Mitochondrial membrane potential

Mitochondrial membrane potential was evaluated using DiOC6, JC-1 and TMRM. HEK293 cells were seeded 2 days and synchronized by medium change 1 day prior to the measurement. For each condition, 1mio cells were added to six FACS tubes and washed with DPBS. JC-1 staining solution was prepared by mixing JC-1 stock (5mg/ml) with DMSO (1:3) and subsequent dilution in DMEM+10%FCS+1%P/S to a final concentration of 2.5μg/ml; cells were stained for 15min at 37°C in the dark. For staining cells with DiOC6 or TMRM, cells were incubated in DMEM+10%FCS+1%P/S supplemented with 25nM DiOC6 or 500nM TMRM, respectively, for 30min at 37°C in the dark.

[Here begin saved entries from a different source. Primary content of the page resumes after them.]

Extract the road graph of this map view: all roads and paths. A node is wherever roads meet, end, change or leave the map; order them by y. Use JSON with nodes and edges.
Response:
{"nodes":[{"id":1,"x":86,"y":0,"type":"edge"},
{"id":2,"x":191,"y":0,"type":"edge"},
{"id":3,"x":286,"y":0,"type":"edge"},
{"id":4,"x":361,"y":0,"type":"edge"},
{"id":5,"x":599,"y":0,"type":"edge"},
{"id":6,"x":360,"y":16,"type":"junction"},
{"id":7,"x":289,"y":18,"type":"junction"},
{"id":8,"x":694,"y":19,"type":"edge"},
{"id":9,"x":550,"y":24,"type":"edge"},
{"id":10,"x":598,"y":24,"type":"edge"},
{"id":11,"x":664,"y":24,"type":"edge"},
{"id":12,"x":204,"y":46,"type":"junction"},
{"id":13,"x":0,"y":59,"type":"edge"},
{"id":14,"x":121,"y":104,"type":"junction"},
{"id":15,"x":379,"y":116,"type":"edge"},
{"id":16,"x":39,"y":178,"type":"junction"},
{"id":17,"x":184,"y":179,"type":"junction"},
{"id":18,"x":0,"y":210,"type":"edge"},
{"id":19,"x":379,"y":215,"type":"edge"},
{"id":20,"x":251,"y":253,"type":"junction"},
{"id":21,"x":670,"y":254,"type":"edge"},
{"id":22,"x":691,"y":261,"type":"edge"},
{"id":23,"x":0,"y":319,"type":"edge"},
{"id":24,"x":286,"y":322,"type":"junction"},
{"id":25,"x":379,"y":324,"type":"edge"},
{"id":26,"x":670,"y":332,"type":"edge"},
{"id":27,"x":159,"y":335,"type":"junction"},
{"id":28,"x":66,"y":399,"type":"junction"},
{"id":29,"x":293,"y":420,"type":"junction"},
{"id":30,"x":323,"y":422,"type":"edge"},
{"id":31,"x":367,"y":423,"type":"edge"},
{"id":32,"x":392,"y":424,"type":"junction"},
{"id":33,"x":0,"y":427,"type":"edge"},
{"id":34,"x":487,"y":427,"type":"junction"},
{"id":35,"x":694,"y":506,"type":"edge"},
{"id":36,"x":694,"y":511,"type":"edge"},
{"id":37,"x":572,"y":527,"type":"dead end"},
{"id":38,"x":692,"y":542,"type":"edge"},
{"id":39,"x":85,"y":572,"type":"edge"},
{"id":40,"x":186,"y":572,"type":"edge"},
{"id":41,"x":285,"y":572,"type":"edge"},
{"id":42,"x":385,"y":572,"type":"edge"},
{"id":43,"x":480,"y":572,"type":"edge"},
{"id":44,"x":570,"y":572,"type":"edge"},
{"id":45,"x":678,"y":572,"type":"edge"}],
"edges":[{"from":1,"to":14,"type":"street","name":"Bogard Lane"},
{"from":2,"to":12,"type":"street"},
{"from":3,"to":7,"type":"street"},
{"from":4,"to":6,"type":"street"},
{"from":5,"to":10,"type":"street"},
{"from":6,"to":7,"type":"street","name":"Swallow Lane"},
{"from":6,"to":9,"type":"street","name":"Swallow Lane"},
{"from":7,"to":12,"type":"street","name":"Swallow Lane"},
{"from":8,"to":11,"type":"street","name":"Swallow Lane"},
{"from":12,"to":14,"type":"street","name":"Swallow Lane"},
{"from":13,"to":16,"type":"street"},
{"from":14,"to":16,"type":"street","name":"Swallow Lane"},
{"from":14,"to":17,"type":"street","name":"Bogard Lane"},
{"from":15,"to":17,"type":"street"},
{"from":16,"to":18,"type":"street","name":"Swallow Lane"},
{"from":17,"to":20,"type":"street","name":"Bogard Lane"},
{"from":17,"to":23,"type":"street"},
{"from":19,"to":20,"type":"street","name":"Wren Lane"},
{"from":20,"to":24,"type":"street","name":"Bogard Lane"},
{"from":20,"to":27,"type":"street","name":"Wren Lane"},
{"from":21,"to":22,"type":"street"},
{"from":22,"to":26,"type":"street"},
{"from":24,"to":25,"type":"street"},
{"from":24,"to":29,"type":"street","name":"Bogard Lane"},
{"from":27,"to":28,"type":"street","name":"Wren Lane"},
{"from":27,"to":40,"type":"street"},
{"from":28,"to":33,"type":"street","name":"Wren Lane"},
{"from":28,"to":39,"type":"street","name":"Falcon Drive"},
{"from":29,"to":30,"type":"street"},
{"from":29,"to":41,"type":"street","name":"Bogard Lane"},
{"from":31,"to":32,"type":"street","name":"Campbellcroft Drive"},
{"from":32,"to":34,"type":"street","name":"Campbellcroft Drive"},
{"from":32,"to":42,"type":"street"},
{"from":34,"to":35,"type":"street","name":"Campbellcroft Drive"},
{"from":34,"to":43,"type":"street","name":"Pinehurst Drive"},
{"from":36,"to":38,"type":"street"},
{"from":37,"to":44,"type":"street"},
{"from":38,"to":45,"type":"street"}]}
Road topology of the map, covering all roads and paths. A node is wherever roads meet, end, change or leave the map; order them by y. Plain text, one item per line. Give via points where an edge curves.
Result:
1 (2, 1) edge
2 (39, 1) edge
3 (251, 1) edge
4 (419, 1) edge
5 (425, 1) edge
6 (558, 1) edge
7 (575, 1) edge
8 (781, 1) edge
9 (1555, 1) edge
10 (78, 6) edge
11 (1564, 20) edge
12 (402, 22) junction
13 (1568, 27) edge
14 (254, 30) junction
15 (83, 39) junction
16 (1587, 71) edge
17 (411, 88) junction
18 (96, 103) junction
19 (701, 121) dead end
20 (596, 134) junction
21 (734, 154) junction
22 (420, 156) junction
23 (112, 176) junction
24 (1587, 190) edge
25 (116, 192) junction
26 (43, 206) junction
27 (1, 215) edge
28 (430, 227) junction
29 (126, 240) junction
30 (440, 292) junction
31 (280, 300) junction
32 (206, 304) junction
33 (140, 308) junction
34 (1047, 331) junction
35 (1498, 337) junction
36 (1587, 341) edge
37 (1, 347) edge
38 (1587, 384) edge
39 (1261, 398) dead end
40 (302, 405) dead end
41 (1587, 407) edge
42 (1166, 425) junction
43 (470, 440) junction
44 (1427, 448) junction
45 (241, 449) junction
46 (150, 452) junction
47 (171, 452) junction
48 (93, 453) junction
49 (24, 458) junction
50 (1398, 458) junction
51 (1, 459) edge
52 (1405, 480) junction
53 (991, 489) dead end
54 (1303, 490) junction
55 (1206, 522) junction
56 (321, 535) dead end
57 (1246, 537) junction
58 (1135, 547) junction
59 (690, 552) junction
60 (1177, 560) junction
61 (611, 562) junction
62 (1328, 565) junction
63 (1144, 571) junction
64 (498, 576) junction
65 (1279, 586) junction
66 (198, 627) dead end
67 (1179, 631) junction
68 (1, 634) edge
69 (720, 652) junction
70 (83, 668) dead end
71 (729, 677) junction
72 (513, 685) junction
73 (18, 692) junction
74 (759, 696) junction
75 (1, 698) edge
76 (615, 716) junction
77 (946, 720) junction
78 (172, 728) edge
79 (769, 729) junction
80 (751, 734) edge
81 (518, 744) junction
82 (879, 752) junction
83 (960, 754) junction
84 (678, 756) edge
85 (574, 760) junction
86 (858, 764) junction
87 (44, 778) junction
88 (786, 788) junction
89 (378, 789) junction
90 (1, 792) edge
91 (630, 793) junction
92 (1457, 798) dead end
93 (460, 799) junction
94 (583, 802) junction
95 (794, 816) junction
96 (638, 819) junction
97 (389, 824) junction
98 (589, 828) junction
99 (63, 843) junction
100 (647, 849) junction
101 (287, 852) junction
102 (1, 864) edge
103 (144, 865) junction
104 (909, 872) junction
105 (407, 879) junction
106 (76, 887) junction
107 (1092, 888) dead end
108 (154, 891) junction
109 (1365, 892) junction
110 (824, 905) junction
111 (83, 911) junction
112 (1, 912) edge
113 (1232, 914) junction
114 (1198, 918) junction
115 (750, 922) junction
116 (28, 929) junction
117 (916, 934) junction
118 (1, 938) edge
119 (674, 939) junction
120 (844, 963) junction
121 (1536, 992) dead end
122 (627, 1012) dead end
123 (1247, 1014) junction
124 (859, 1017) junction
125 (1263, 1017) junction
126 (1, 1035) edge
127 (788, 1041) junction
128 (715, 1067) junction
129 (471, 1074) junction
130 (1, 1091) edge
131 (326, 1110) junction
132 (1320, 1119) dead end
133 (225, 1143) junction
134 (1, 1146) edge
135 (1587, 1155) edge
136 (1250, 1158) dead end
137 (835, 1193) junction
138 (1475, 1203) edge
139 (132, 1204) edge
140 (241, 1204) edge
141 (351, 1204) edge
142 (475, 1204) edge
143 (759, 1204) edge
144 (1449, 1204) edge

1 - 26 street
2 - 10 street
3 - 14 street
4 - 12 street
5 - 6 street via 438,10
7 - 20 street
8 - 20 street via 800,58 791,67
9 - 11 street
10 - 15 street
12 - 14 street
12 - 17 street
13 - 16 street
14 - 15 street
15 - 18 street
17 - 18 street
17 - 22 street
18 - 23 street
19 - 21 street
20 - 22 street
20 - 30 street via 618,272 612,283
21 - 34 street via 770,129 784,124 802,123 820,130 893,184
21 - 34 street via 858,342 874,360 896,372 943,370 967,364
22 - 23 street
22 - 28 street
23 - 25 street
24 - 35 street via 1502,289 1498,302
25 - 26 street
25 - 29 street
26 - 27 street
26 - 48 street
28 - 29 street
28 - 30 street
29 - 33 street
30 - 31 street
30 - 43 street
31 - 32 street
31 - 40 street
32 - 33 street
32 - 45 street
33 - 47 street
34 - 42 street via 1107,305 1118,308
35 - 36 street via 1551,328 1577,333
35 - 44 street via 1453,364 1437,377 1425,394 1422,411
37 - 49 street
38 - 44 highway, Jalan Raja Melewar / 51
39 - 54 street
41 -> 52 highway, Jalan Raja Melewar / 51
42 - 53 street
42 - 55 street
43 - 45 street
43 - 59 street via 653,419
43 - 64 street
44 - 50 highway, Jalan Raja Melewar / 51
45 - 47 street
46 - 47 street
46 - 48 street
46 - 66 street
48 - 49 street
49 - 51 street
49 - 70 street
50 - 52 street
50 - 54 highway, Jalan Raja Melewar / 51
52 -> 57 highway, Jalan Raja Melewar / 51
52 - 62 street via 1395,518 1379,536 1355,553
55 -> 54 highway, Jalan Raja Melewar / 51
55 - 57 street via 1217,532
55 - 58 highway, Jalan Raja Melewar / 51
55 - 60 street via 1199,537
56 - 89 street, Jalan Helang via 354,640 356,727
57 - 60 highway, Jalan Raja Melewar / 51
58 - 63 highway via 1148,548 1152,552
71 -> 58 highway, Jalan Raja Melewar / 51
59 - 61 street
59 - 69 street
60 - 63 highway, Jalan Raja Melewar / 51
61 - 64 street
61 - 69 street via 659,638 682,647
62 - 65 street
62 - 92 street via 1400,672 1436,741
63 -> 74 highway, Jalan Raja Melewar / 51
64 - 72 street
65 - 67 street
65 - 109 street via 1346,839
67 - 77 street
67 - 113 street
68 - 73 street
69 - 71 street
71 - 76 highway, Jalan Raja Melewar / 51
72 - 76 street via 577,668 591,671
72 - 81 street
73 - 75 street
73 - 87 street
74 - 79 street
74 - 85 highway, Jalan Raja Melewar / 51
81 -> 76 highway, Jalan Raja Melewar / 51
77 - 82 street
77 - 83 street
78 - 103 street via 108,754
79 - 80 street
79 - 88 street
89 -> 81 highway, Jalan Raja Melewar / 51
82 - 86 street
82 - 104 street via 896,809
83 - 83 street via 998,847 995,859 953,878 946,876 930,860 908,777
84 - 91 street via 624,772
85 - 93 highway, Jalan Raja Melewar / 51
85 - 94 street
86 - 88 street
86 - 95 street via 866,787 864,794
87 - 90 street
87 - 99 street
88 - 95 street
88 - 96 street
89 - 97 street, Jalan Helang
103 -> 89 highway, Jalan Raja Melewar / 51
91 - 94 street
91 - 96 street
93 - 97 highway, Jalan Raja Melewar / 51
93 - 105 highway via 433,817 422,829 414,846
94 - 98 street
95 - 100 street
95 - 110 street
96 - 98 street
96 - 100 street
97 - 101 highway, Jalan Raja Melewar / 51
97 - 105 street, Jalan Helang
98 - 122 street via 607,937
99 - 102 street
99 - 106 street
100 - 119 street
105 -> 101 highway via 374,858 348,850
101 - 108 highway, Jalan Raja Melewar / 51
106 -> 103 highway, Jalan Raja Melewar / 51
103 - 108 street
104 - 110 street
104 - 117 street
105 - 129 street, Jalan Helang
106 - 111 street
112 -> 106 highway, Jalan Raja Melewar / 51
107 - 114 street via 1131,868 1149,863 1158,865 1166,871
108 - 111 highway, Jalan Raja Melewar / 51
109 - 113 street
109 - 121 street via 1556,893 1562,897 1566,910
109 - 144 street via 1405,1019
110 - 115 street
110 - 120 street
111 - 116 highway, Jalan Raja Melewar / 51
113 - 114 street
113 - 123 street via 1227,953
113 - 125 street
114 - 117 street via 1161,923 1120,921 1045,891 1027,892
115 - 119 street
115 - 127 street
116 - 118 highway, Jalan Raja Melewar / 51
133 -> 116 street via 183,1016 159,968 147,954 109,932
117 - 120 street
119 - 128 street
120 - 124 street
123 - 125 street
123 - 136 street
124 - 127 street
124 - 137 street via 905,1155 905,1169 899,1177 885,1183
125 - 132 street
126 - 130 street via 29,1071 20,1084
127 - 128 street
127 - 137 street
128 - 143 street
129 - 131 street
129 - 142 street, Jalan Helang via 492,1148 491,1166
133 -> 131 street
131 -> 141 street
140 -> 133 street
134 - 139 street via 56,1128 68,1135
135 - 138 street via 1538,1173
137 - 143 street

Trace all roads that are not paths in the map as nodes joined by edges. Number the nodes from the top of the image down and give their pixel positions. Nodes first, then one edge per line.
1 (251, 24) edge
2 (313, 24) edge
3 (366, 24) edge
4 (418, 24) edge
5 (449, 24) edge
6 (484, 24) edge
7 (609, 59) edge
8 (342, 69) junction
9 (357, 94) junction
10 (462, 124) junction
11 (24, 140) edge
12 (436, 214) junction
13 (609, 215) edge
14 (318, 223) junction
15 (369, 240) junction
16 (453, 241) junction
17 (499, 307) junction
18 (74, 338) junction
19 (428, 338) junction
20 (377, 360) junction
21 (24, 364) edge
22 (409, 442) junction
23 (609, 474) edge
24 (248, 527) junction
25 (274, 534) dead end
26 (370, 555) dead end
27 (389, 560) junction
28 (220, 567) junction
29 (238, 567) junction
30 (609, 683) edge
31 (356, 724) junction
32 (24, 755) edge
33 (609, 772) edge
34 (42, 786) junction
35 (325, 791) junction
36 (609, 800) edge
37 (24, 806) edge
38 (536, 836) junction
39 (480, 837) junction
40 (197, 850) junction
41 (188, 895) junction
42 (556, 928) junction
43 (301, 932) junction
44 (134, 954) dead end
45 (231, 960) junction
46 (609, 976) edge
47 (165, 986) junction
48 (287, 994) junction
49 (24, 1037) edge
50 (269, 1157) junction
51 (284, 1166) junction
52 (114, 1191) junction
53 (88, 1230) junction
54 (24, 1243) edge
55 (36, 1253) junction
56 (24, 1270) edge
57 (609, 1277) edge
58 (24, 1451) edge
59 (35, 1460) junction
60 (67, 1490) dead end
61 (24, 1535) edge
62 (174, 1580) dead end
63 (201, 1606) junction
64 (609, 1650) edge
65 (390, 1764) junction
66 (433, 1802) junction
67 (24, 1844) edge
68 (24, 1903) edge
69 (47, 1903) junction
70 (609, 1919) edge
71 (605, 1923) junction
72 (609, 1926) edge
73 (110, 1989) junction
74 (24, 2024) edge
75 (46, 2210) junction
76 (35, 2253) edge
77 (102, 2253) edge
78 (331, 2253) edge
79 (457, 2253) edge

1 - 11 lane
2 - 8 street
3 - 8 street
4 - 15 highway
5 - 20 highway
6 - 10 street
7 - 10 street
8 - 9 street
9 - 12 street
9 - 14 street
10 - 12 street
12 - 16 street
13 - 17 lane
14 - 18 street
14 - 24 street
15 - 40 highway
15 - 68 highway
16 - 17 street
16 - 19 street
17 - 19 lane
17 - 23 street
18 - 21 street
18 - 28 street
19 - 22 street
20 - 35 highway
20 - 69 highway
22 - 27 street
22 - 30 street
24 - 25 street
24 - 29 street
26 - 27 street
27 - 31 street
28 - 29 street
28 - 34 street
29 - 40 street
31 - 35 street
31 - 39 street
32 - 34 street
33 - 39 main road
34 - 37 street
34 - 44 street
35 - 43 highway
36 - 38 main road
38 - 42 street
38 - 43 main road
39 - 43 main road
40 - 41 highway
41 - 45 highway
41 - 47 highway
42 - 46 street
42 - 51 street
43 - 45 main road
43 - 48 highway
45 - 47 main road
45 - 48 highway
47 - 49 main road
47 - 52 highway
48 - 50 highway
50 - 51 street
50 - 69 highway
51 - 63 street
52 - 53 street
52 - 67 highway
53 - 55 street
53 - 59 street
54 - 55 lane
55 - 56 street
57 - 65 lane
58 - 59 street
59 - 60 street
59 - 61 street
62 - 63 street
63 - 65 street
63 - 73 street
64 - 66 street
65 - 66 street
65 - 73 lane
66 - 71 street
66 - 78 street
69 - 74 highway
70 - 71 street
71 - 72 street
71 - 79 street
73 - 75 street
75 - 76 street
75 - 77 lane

As a positive control for abolished membrane potential, 7.5μM of the uncoupler FCCP was added to the staining solution of three of the six tubes. Cells were analyzed on a FACS Calibur (BD Bioscience) counting 20,000 cells per sample. Dead cell exclusion was performed by gating in the FSC/SSC. Ratio of JC-1 monomers versus oligomers was detected by the ratio of mean green (FL1 channel) to mean orange/red (FL2 channel; 585 band pass filter) fluorescence. DiOC6 was detected as the mean FL1 channel intensity and TMRM as the mean FL2 channel intensity. Values were normalized to the mean of control cell triplicates and corrected for the uncoupled (FCCP-treated) control.